For the first sixteen months of his military detention, the government held al-Marri incommunicado and subjected him to a brutal interrogation regime. Al-Marri was held in total isolation, exposed to painful stress positions, shackled in a freezing cell for hours at a time, and threatened with violence and death. Although the government has never indicated how long it plans to hold al-Marri, who remains in virtual isolation at the brig, it has indicated that his detention may continue potentially for the rest of his life.
Court Proceedings
Al-Marri filed a petition for a writ of habeas corpus challenging his military detention without charge. After the district court dismissed the petition, a three judge panel of the U.S. Court of Appeals for the Fourth Circuit reversed, ruling that the "military detention of al-Marri must cease." Al-Marri v. Wright , 487 F.3d 160, 195 (4th Cir. 2007). The full Fourth Circuit, however, agreed to rehear the case. In July 2008, the en banc appeals court ruled by a 5-4 vote that, under the Authorization for Use of Military Force (AUMF), 115 Stat. 224, the President can detain individuals in the United States, including U.S. citizens, indefinitely without charge based on government assertions that they planned to commit terrorist activities. Al-Marri v. Pucciarelli , 534 F.3d 213 (4th Cir. 2008). Dissenting, Judge Diana Gribbon Motz declared that "in this nation, military control cannot subsume the constitutional rights of civilians." Id. at 251-52. She added, "[t]o sanction such presidential authority to order the military to seize and indefinitely detain civilians, even if the President calls them ‘enemy combatants,' . . . would effectively undermine all of the freedoms guaranteed by the Constitution." Id. at 252-53.
On September 19, Al-Marri filed a petition for certiorari seeking review of the Fourth Circuit's decision. The petition asserts that the Fourth Circuit made four grave errors on an issue of paramount national importance by vesting the executive with an unprecedented detention power that Congress never authorized and that the Constitution does not allow.
First , the Fourth Circuit disregarded the Supreme Court's repeated directive that authority to seize and detain individuals within the United States without charge, even if allowed under the Constitution, demands a clear statement from Congress. Instead, the Fourth Circuit construed the AUMF's silence to grant unprecedented authority for domestic military detention, rejecting centuries of legal tradition and fundamental constitutional safeguards secured through the criminal process.
Second , the Fourth Circuit ignored Congress' clear intent, manifested contemporaneous to the AUMF in the Patriot Act, that domestic terrorism suspects not be subject to prolonged or indefinite detention without charge, but be handled through the civilian criminal justice and immigration systems.
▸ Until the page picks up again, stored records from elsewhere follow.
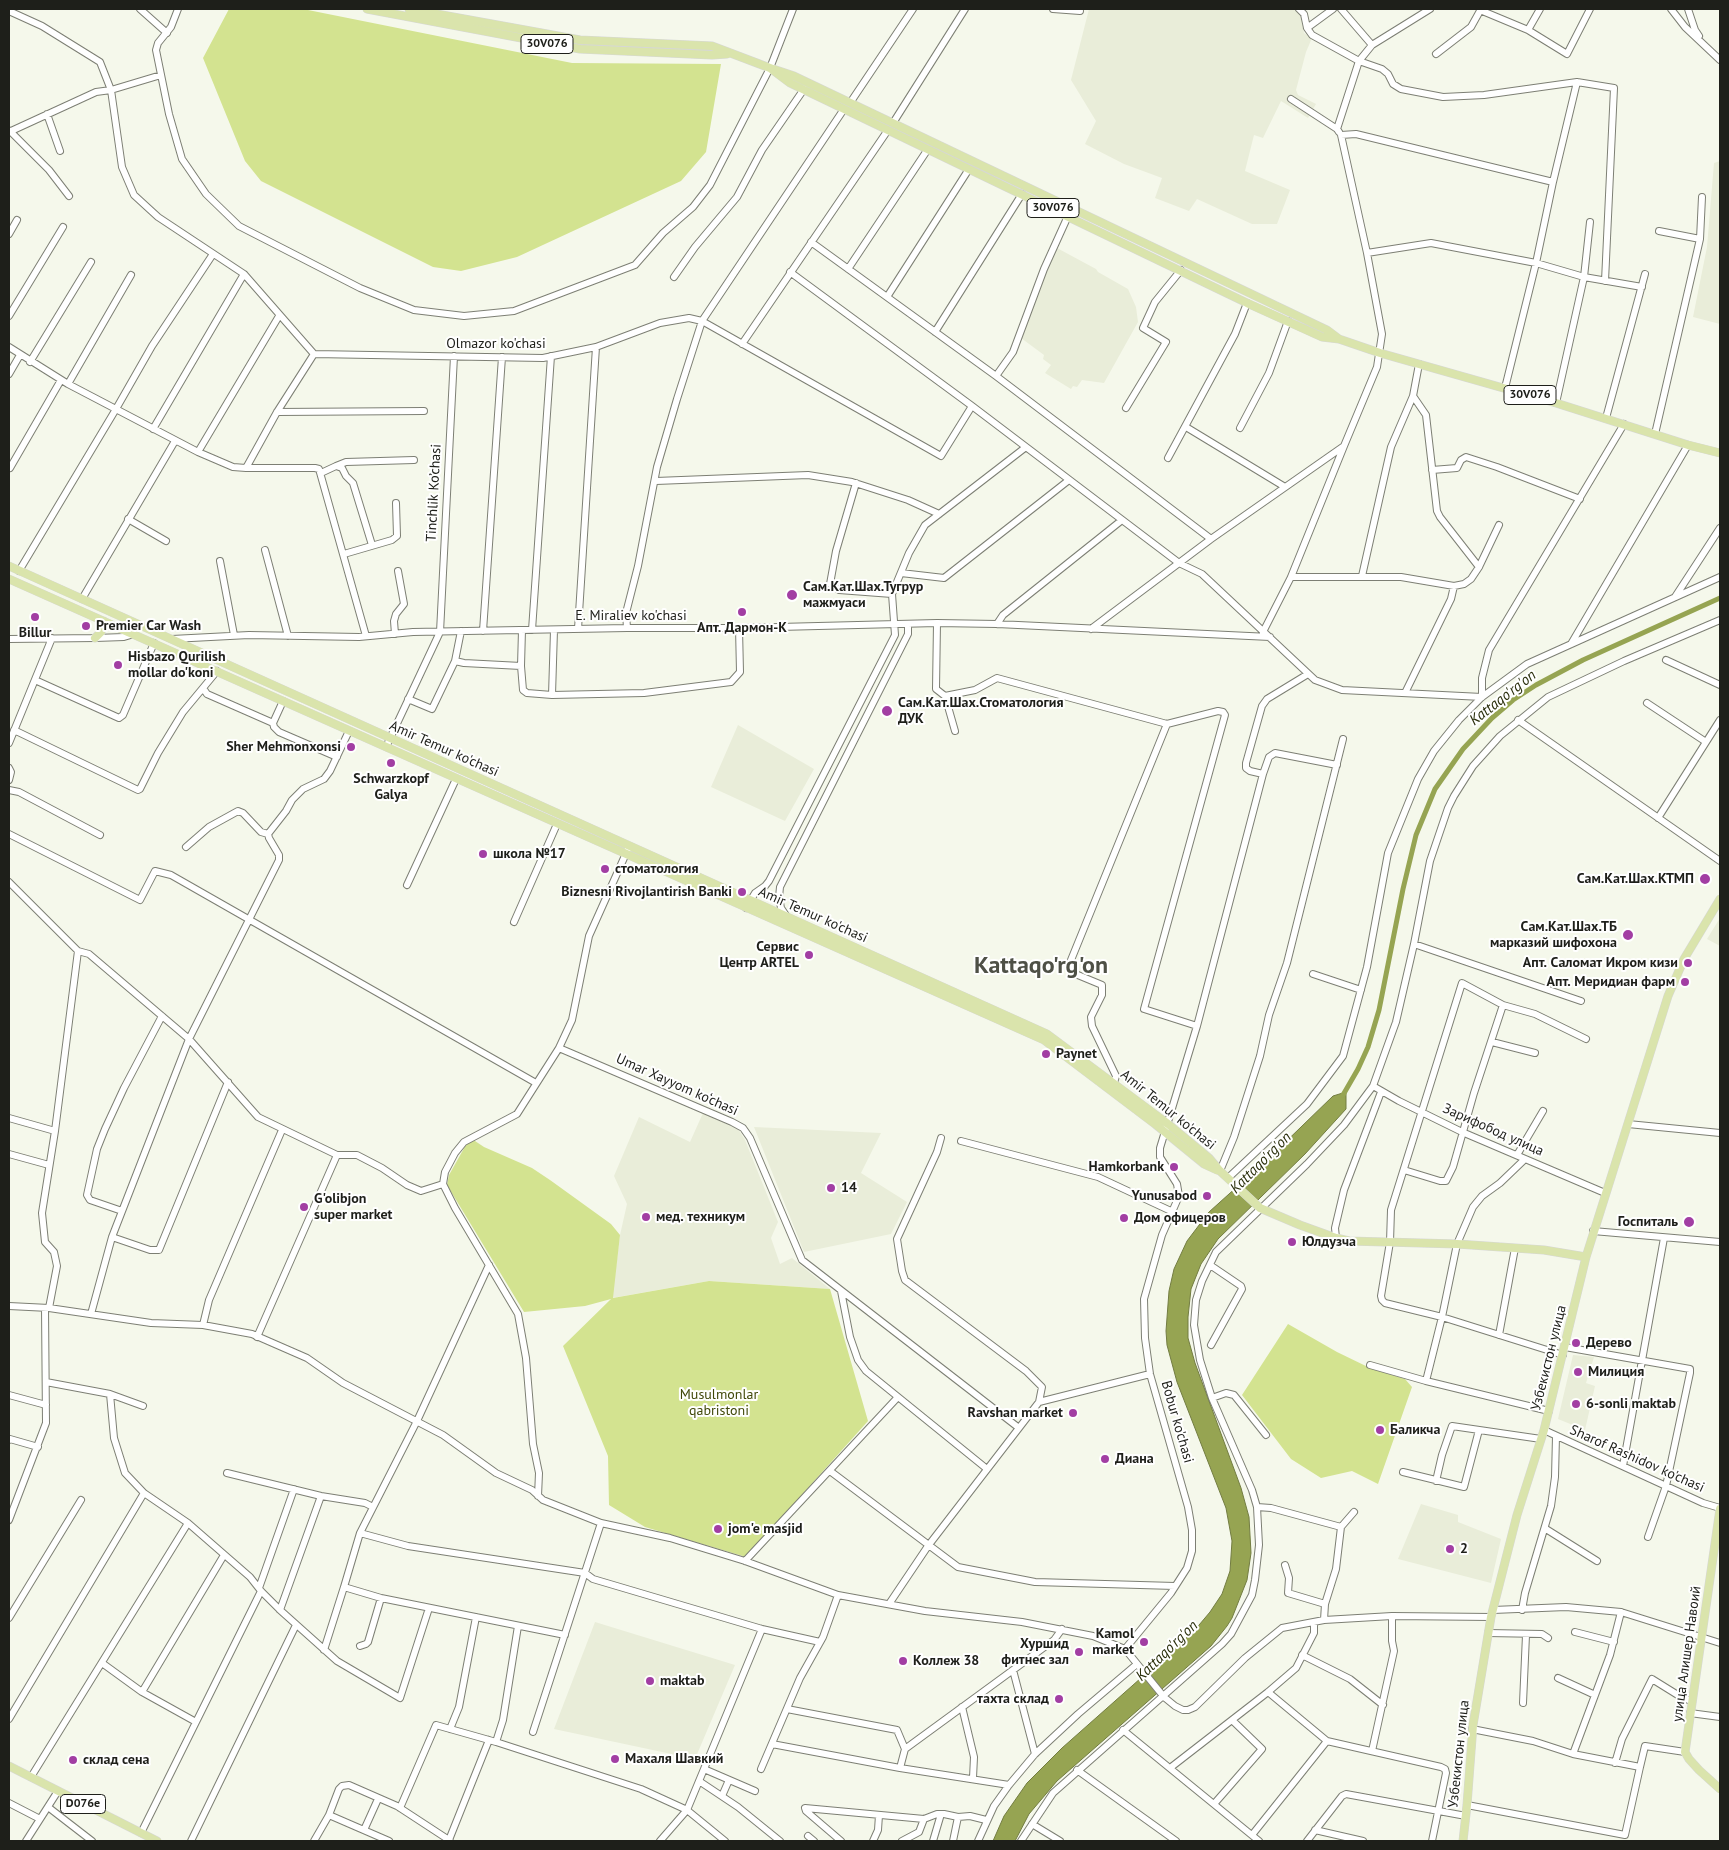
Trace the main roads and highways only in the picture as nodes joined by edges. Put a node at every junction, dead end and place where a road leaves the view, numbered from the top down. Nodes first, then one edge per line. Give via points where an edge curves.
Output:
1 (367, 9) edge
2 (409, 9) edge
3 (729, 54) junction
4 (770, 68) junction
5 (890, 126) junction
6 (1339, 339) junction
7 (1720, 453) edge
8 (9, 566) edge
9 (9, 578) edge
10 (80, 598) junction
11 (74, 607) junction
12 (104, 621) junction
13 (95, 638) road end
14 (1720, 899) edge
15 (975, 1005) junction
16 (1167, 1128) junction
17 (1586, 1257) junction
18 (1720, 1509) edge
19 (9, 1766) edge
20 (1720, 1788) edge
21 (158, 1841) edge
22 (1463, 1841) edge

1 - 3 main road, 30V076 via 580,49
2 - 3 main road, 30V076 via 580,40 712,46
3 - 4 main road, 30V076
4 - 5 main road, 30V076 via 850,103
4 - 5 main road, 30V076 via 790,83 844,109
5 - 6 main road, 30V076 via 1327,330
5 - 6 main road, 30V076 via 928,149 1247,303 1322,337
6 - 7 main road, 30V076
8 - 10 main road, Amir Temur ko'chasi
9 - 11 main road, Amir Temur ko'chasi
10 - 11 main road
10 - 15 main road, Amir Temur ko'chasi
11 - 12 main road, Amir Temur ko'chasi
12 - 13 main road
12 - 15 main road, Amir Temur ko'chasi via 625,855
14 - 17 main road, Узбекистон улица via 1684,959 1668,996
15 - 16 main road, Amir Temur ko'chasi via 1054,1046
15 - 16 main road, Amir Temur ko'chasi via 1047,1034 1114,1083
16 - 17 main road, Amir Temur ko'chasi via 1204,1164 1220,1171 1258,1207 1336,1238 1544,1250
17 - 22 main road, Узбекистон улица via 1542,1439 1517,1515 1492,1613 1472,1729
18 - 20 main road, улица Алишер Навоий via 1686,1752 1699,1770
19 - 21 main road, D076e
Third , the Fourth Circuit contradicted the Supreme Court's instruction that power to detain under the AUMF must be consistent with established law-of-war principles. Consequently, it stretched the definition of "enemy combatant," far beyond what the Court's decisions allow, imperiling the Constitution's most important safeguards and unsettling long-established understandings about the military's limited domestic role.
Finally , by upholding the military detention of a person who had been confined already for eighteen months in maximum security federal custody with no imminent prospect of release, the Fourth Circuit ignored Congress' explicit instruction in the AUMF that only "necessary and appropriate" military force may be used.
The Fourth Circuit's decision has profound repercussions. It grants the executive discretion to displace the constitutional protections of the criminal justice system, including the right to speedy presentment, confrontation, and trial by jury, merely by alleging a connection to possible terrorist activity. It also replaces settled and historic protections with confusion, creating three different definitions of "enemy combatant"—on top of the government's own various and shifting definitions of that term. In short, by authorizing a novel domestic military detention scheme with uncertain substantive parameters and ad hoc procedural rules, the Fourth Circuit decision casts a pall over the physical liberty of all persons living within this country.
The government's response to the petition is due in mid-October.